Isaiah Andrews, student from the Pacific High School gardening class, and AmeriCorps service member Abbey Rothfeldt prove that harvesting potatoes can be fun. Not only did they get to dig up buried treasure, two of the Tlingit potatoes they harvested reminded them of laser guns! (USDA Forest Service photo by Amy Li)

But some things are ever-changing. In the past, students from the Pacific High School gardening class, staff and volunteers from the tribe, and the community would all come together at the Sitka Ranger district office for two in-person events—a planting day in the spring and a harvest day in the fall. Education about horticulture and history, storytelling by Tlingit story-teller David Kanosh and personal family stories by the Sitka Tribe of Alaska’s Tammy Young were seamlessly mixed in with hands full of dirt covering or uncovering potatoes by a small hoard of volunteers.

Students harvesting potatoes from a community garden in Alaska.
Students from the Pacific High School gardening class harvest Tlingit potatoes out of the garden bed at the Sitka Ranger District office. Tlingit (Maria’s) potatoes are a healthy, locally grown, culturally important food to the Sitka Tribe and have been present in Tlingit gardens for over 200 years. (USDA Forest Service photo by Amy Li)

“We were really proud of our shared garden space, which combines food security, sustainability, cultural knowledge and the valuable relationships forged through these efforts in years past,” said Sitka District Ranger Perry Edwards. “But this year, we couldn’t do it the same way as we had in the past three years. Because of COVID-19, we had to change how we did both the education and the gardening parts of this project.”

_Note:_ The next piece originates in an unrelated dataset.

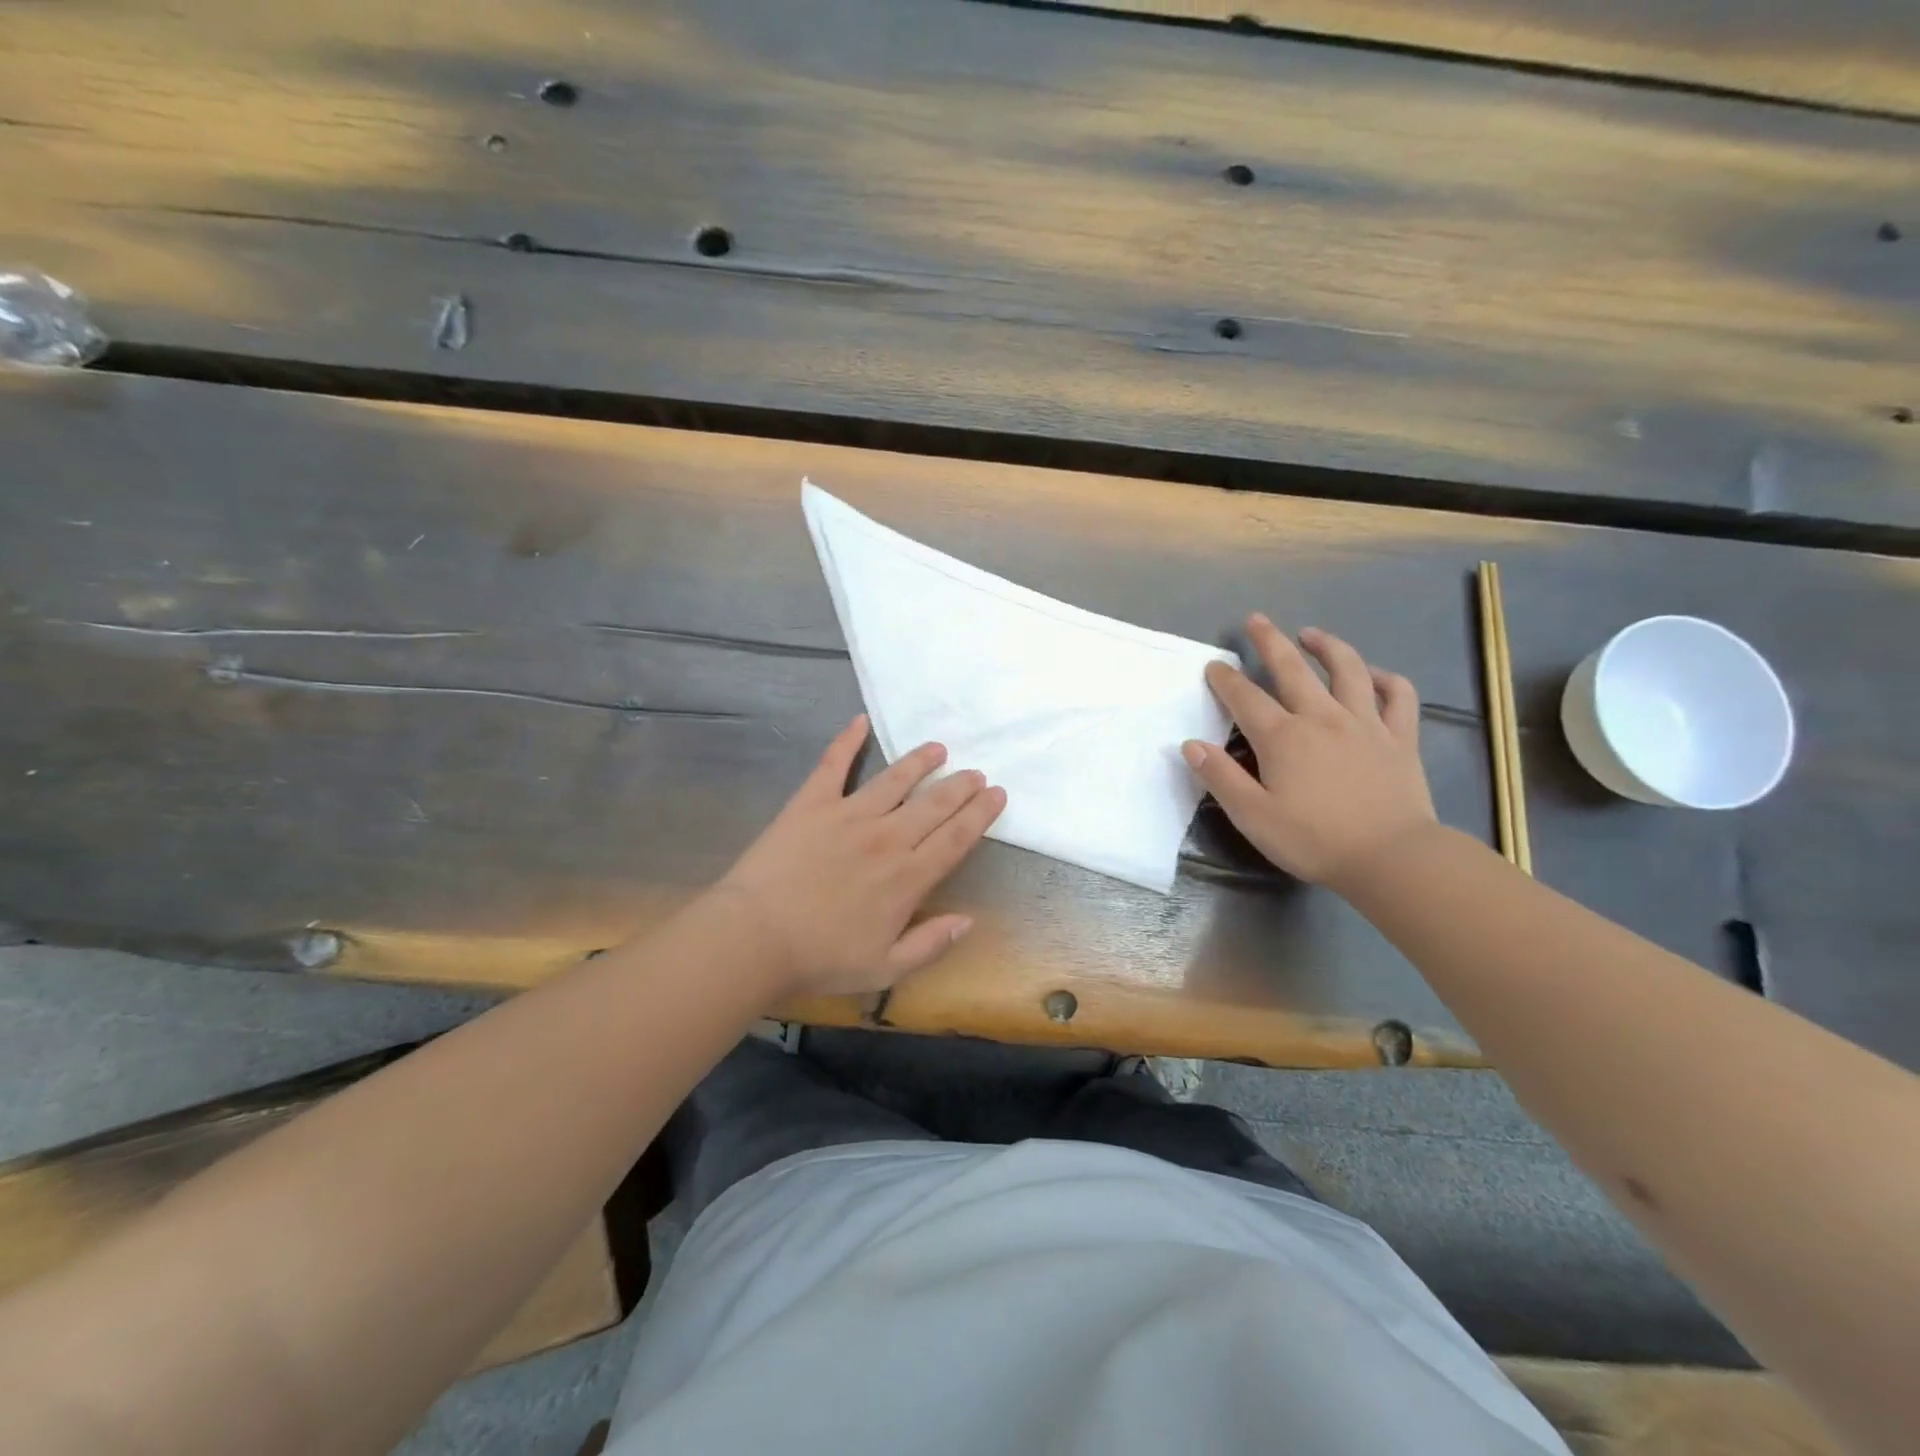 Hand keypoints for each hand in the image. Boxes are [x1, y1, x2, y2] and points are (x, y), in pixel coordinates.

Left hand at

To align with state and local mandates for the safety of the public, the district quickly pivoted to online learning for the educational parts of the program. They held Microsoft TEAMS meetings in the spring and fall to educated attendees about Tlingit (sometimes called Maria’s) potatoes and how to plant, harvest, store and sustain them.

Sitka Tlingit Potato Garden - Harvest Class.

“The web meetings worked great,” said Edwards. “We had about 30 participants on each of the web meetings this April and October, from all over Southeast Alaska from Yakutat to Ketchikan,” continued Edwards. “Some even came from as far away as Girdwood, Alaska, and Olympia, Washington!”

Planting, however, did not go as smoothly. This year, Edwards and Michelle Putz, the project’s long-time coordinator and NEPA planner for the Tongass National Forest, planted all the seed potatoes themselves in the pouring rain.

 

Planting Tlingit Potatoes.

Nonetheless, the potato plants did well, and the fall harvest was conducted in person with a smaller, socially distanced and masked group of volunteers from the gardening class students and Sitka Tribe of Alaska’s Tammy Young. The 2020 harvest produced about 110 pounds of potatoes, which were provided to and distributed through the tribe’s Traditional Foods Program and Social Services Department.

Why grow—or teach people about—Tlingit potatoes? Tlingit potatoes have been present in Tlingit gardens for over 200 years. They are well-adapted to Southeast Alaska and easy to grow. The potatoes originate from Mexico or Chile and were a trade item in Southeast Alaska in the early 1800s.